** What the task requires **
The entries below are to be given back exactly, with images excluded.

** Data under study **
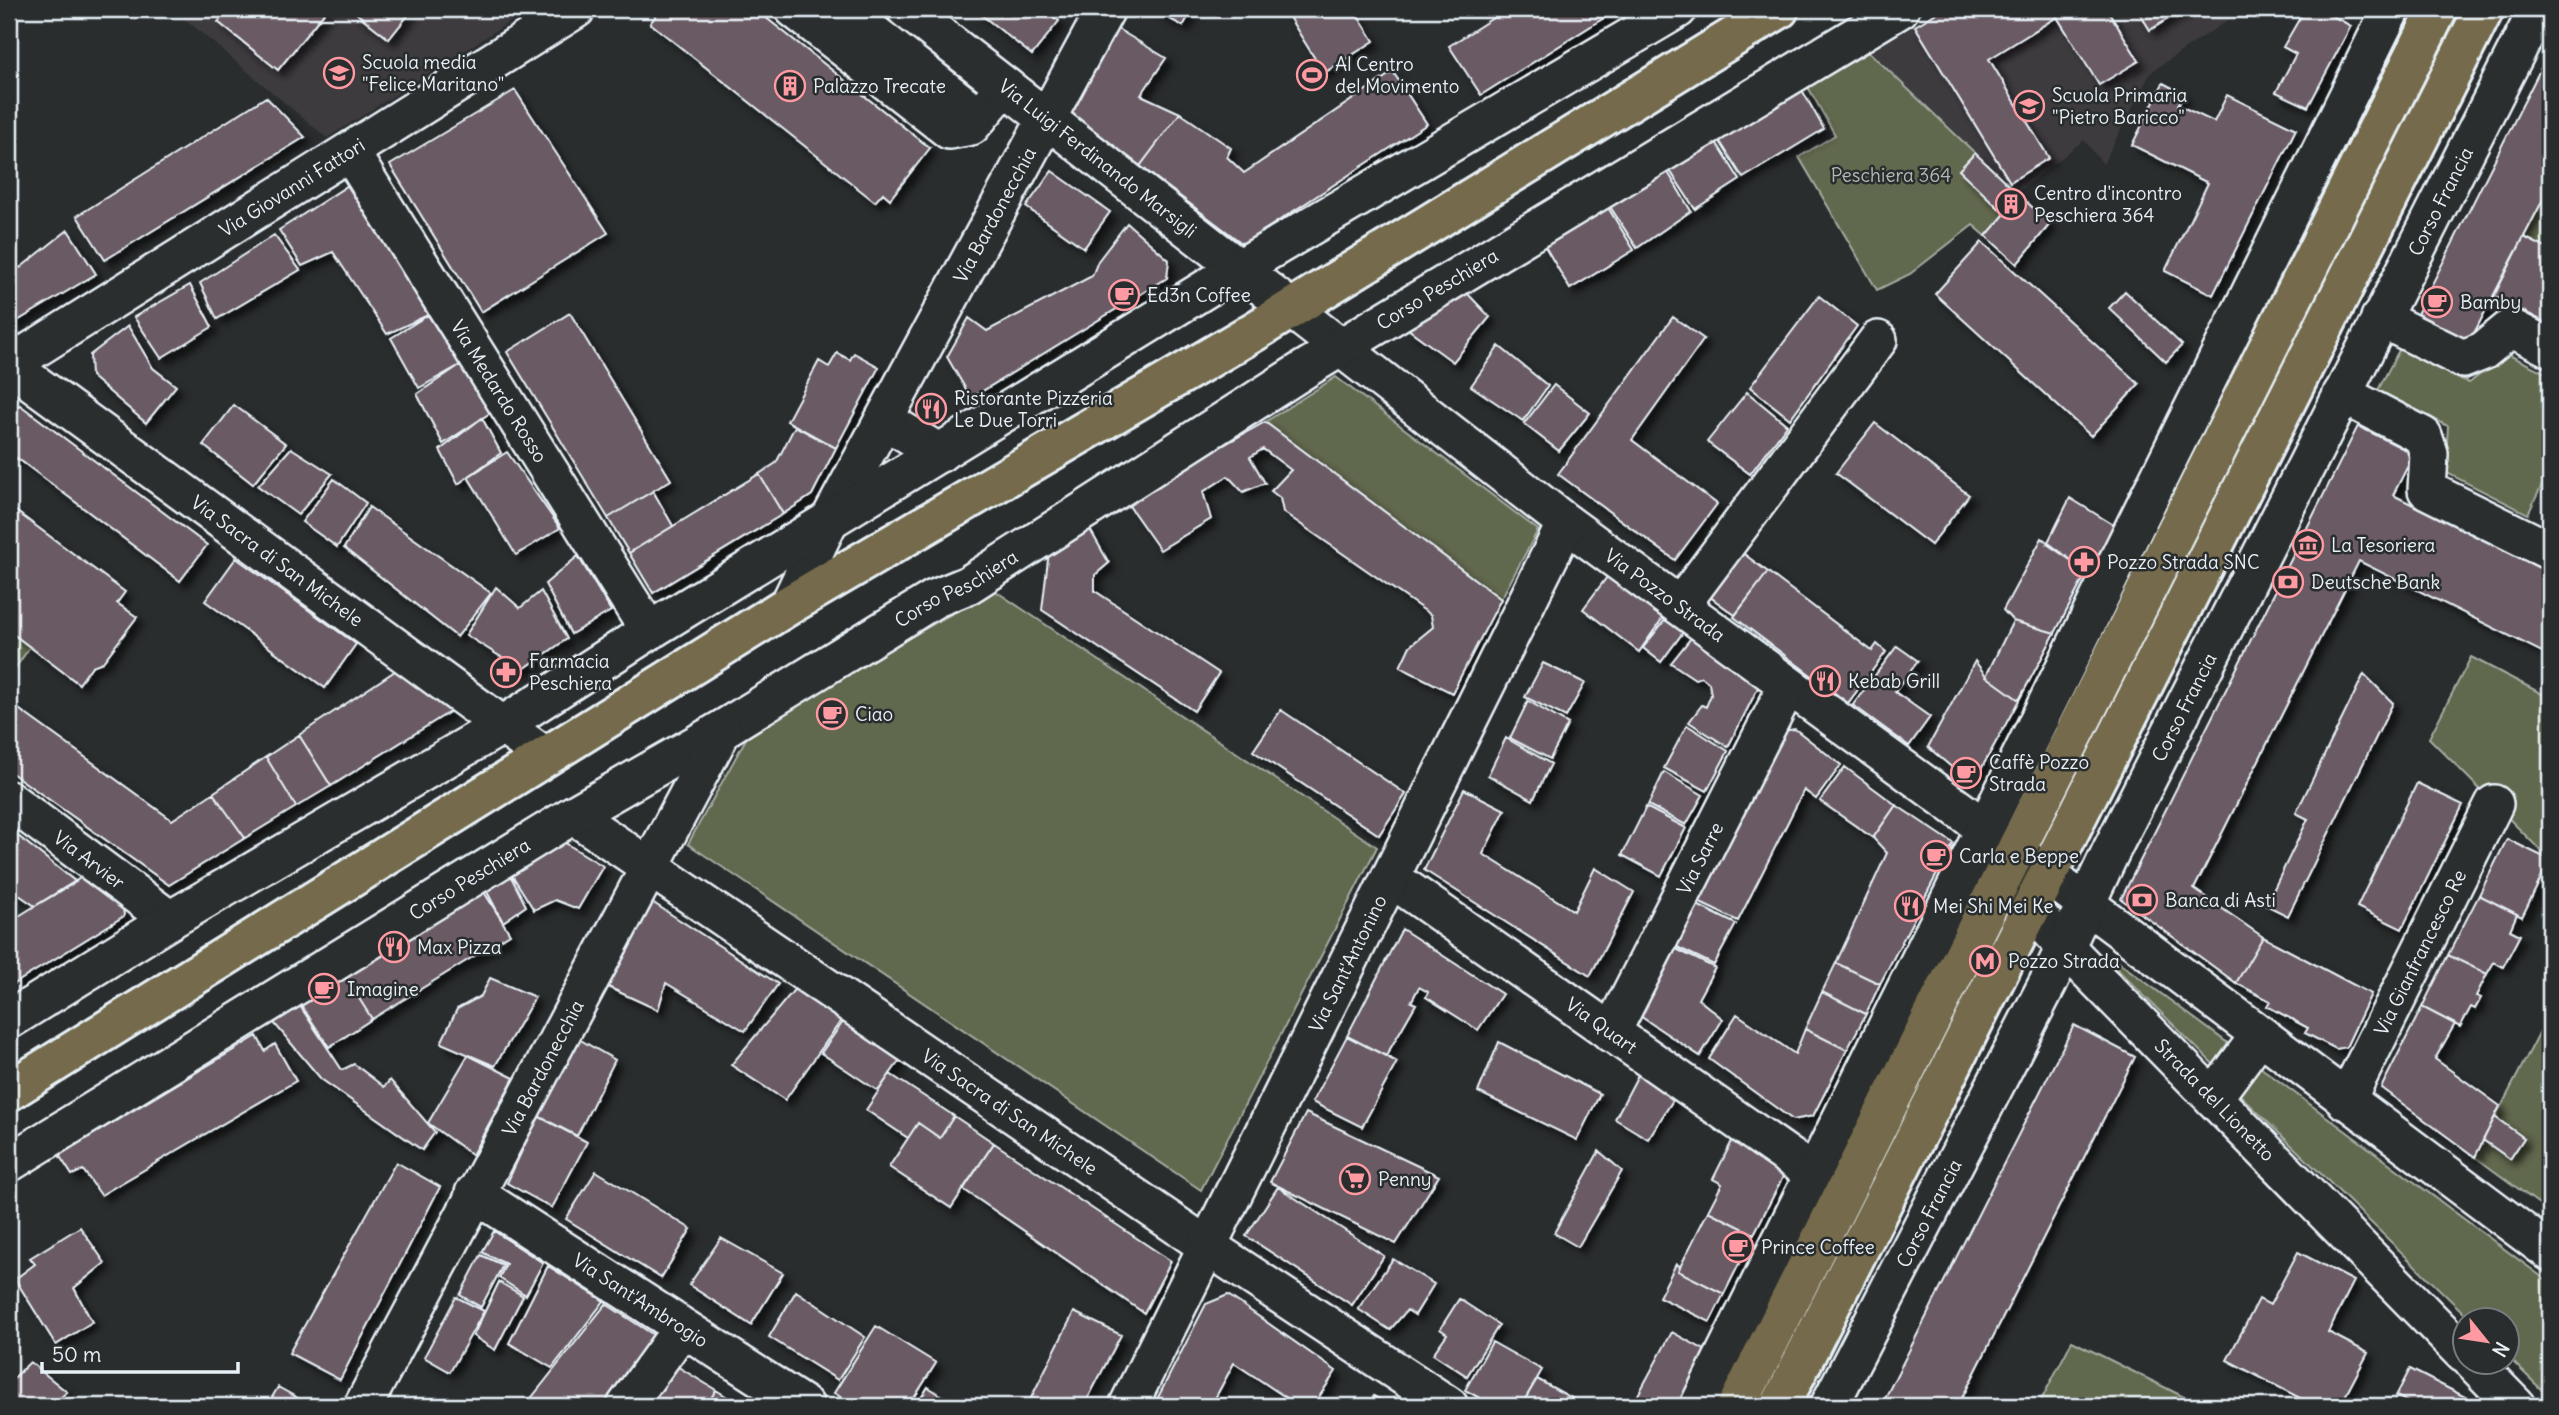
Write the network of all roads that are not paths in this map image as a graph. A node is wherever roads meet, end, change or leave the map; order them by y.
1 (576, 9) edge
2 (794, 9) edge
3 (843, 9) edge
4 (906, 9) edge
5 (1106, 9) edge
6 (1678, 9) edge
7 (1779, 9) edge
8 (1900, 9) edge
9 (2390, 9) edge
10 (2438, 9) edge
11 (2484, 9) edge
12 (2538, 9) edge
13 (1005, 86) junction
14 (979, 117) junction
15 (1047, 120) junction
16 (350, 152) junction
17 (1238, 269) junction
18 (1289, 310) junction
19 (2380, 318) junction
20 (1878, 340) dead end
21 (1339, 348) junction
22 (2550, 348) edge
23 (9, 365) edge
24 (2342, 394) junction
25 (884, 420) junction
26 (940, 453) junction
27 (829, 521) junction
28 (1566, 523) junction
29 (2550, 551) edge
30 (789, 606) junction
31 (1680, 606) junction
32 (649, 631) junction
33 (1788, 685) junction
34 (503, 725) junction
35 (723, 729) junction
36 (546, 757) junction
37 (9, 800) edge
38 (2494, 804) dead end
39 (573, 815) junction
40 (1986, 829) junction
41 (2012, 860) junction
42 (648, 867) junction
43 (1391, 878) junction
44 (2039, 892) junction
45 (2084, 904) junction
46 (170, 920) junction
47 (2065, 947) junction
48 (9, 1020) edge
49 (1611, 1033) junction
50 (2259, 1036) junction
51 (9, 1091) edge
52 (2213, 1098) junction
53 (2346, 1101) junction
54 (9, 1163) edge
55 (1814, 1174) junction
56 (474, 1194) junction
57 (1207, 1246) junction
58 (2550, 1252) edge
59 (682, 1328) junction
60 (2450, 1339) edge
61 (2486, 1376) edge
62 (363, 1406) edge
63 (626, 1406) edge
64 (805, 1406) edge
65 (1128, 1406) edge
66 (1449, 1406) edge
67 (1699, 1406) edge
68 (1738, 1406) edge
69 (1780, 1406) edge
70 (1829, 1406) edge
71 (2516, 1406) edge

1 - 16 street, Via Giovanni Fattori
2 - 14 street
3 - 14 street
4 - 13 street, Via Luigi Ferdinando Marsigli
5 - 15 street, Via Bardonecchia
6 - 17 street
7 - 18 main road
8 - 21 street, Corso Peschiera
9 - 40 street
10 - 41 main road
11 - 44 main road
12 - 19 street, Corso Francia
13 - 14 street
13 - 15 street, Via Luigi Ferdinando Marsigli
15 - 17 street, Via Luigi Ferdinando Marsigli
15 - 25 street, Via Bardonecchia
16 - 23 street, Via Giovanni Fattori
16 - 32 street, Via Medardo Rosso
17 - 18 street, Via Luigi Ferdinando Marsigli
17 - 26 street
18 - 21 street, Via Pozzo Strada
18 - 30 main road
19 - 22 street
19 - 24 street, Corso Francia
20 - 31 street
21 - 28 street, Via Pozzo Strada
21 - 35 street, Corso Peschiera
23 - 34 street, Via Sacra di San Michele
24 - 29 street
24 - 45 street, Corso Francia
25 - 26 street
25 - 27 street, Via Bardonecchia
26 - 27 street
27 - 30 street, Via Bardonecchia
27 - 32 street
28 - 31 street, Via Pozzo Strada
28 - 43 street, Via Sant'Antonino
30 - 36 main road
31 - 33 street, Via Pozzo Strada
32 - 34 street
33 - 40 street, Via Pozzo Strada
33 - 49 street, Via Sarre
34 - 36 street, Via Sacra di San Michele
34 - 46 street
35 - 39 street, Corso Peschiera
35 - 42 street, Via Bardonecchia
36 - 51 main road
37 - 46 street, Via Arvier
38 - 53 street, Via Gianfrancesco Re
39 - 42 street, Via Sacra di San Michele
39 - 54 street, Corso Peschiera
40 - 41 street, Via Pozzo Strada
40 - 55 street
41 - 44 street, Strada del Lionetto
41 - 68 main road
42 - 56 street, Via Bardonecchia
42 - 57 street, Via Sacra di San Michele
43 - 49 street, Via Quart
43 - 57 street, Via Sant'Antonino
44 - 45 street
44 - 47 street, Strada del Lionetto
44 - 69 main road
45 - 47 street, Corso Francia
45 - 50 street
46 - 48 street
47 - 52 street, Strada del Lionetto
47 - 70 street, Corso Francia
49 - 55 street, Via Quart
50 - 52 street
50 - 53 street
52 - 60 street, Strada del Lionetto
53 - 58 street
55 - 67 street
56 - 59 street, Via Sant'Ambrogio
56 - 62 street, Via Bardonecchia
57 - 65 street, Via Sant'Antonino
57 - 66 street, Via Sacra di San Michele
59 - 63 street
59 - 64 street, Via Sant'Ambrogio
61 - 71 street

** The answer **
Write the network of all roads that are not paths in this map image as a graph. A node is wherever roads meet, end, change or leave the map; order them by y.
1 (576, 9) edge
2 (794, 9) edge
3 (843, 9) edge
4 (906, 9) edge
5 (1106, 9) edge
6 (1678, 9) edge
7 (1779, 9) edge
8 (1900, 9) edge
9 (2390, 9) edge
10 (2438, 9) edge
11 (2484, 9) edge
12 (2538, 9) edge
13 (1005, 86) junction
14 (979, 117) junction
15 (1047, 120) junction
16 (350, 152) junction
17 (1238, 269) junction
18 (1289, 310) junction
19 (2380, 318) junction
20 (1878, 340) dead end
21 (1339, 348) junction
22 (2550, 348) edge
23 (9, 365) edge
24 (2342, 394) junction
25 (884, 420) junction
26 (940, 453) junction
27 (829, 521) junction
28 (1566, 523) junction
29 (2550, 551) edge
30 (789, 606) junction
31 (1680, 606) junction
32 (649, 631) junction
33 (1788, 685) junction
34 (503, 725) junction
35 (723, 729) junction
36 (546, 757) junction
37 (9, 800) edge
38 (2494, 804) dead end
39 (573, 815) junction
40 (1986, 829) junction
41 (2012, 860) junction
42 (648, 867) junction
43 (1391, 878) junction
44 (2039, 892) junction
45 (2084, 904) junction
46 (170, 920) junction
47 (2065, 947) junction
48 (9, 1020) edge
49 (1611, 1033) junction
50 (2259, 1036) junction
51 (9, 1091) edge
52 (2213, 1098) junction
53 (2346, 1101) junction
54 (9, 1163) edge
55 (1814, 1174) junction
56 (474, 1194) junction
57 (1207, 1246) junction
58 (2550, 1252) edge
59 (682, 1328) junction
60 (2450, 1339) edge
61 (2486, 1376) edge
62 (363, 1406) edge
63 (626, 1406) edge
64 (805, 1406) edge
65 (1128, 1406) edge
66 (1449, 1406) edge
67 (1699, 1406) edge
68 (1738, 1406) edge
69 (1780, 1406) edge
70 (1829, 1406) edge
71 (2516, 1406) edge

1 - 16 street, Via Giovanni Fattori
2 - 14 street
3 - 14 street
4 - 13 street, Via Luigi Ferdinando Marsigli
5 - 15 street, Via Bardonecchia
6 - 17 street
7 - 18 main road
8 - 21 street, Corso Peschiera
9 - 40 street
10 - 41 main road
11 - 44 main road
12 - 19 street, Corso Francia
13 - 14 street
13 - 15 street, Via Luigi Ferdinando Marsigli
15 - 17 street, Via Luigi Ferdinando Marsigli
15 - 25 street, Via Bardonecchia
16 - 23 street, Via Giovanni Fattori
16 - 32 street, Via Medardo Rosso
17 - 18 street, Via Luigi Ferdinando Marsigli
17 - 26 street
18 - 21 street, Via Pozzo Strada
18 - 30 main road
19 - 22 street
19 - 24 street, Corso Francia
20 - 31 street
21 - 28 street, Via Pozzo Strada
21 - 35 street, Corso Peschiera
23 - 34 street, Via Sacra di San Michele
24 - 29 street
24 - 45 street, Corso Francia
25 - 26 street
25 - 27 street, Via Bardonecchia
26 - 27 street
27 - 30 street, Via Bardonecchia
27 - 32 street
28 - 31 street, Via Pozzo Strada
28 - 43 street, Via Sant'Antonino
30 - 36 main road
31 - 33 street, Via Pozzo Strada
32 - 34 street
33 - 40 street, Via Pozzo Strada
33 - 49 street, Via Sarre
34 - 36 street, Via Sacra di San Michele
34 - 46 street
35 - 39 street, Corso Peschiera
35 - 42 street, Via Bardonecchia
36 - 51 main road
37 - 46 street, Via Arvier
38 - 53 street, Via Gianfrancesco Re
39 - 42 street, Via Sacra di San Michele
39 - 54 street, Corso Peschiera
40 - 41 street, Via Pozzo Strada
40 - 55 street
41 - 44 street, Strada del Lionetto
41 - 68 main road
42 - 56 street, Via Bardonecchia
42 - 57 street, Via Sacra di San Michele
43 - 49 street, Via Quart
43 - 57 street, Via Sant'Antonino
44 - 45 street
44 - 47 street, Strada del Lionetto
44 - 69 main road
45 - 47 street, Corso Francia
45 - 50 street
46 - 48 street
47 - 52 street, Strada del Lionetto
47 - 70 street, Corso Francia
49 - 55 street, Via Quart
50 - 52 street
50 - 53 street
52 - 60 street, Strada del Lionetto
53 - 58 street
55 - 67 street
56 - 59 street, Via Sant'Ambrogio
56 - 62 street, Via Bardonecchia
57 - 65 street, Via Sant'Antonino
57 - 66 street, Via Sacra di San Michele
59 - 63 street
59 - 64 street, Via Sant'Ambrogio
61 - 71 street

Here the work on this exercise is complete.